=== The data ===

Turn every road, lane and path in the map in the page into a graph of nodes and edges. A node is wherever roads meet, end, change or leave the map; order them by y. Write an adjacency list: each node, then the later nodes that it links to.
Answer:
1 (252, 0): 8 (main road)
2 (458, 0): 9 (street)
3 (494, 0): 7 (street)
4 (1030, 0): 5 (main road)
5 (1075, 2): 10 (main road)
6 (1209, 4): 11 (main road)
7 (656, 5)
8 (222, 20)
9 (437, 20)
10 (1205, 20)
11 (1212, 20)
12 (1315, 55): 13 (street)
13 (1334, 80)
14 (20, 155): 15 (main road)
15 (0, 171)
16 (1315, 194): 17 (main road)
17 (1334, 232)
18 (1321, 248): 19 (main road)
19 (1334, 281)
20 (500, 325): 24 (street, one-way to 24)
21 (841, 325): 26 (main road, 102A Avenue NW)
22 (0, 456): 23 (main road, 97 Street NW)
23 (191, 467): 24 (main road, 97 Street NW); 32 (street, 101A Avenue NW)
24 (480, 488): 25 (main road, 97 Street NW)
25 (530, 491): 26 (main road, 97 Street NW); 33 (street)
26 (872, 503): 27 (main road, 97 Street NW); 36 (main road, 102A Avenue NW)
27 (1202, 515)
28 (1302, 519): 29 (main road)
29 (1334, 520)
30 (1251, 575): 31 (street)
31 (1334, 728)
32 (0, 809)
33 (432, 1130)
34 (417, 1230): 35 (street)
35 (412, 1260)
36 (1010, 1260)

===

▶ _Exercise prompt_
Repeat the whole of the data above exactly as it appears.

▶ _Your response_
Turn every road, lane and path in the map in the page into a graph of nodes and edges. A node is wherever roads meet, end, change or leave the map; order them by y. Write an adjacency list: each node, then the later nodes that it links to.
Answer:
1 (252, 0): 8 (main road)
2 (458, 0): 9 (street)
3 (494, 0): 7 (street)
4 (1030, 0): 5 (main road)
5 (1075, 2): 10 (main road)
6 (1209, 4): 11 (main road)
7 (656, 5)
8 (222, 20)
9 (437, 20)
10 (1205, 20)
11 (1212, 20)
12 (1315, 55): 13 (street)
13 (1334, 80)
14 (20, 155): 15 (main road)
15 (0, 171)
16 (1315, 194): 17 (main road)
17 (1334, 232)
18 (1321, 248): 19 (main road)
19 (1334, 281)
20 (500, 325): 24 (street, one-way to 24)
21 (841, 325): 26 (main road, 102A Avenue NW)
22 (0, 456): 23 (main road, 97 Street NW)
23 (191, 467): 24 (main road, 97 Street NW); 32 (street, 101A Avenue NW)
24 (480, 488): 25 (main road, 97 Street NW)
25 (530, 491): 26 (main road, 97 Street NW); 33 (street)
26 (872, 503): 27 (main road, 97 Street NW); 36 (main road, 102A Avenue NW)
27 (1202, 515)
28 (1302, 519): 29 (main road)
29 (1334, 520)
30 (1251, 575): 31 (street)
31 (1334, 728)
32 (0, 809)
33 (432, 1130)
34 (417, 1230): 35 (street)
35 (412, 1260)
36 (1010, 1260)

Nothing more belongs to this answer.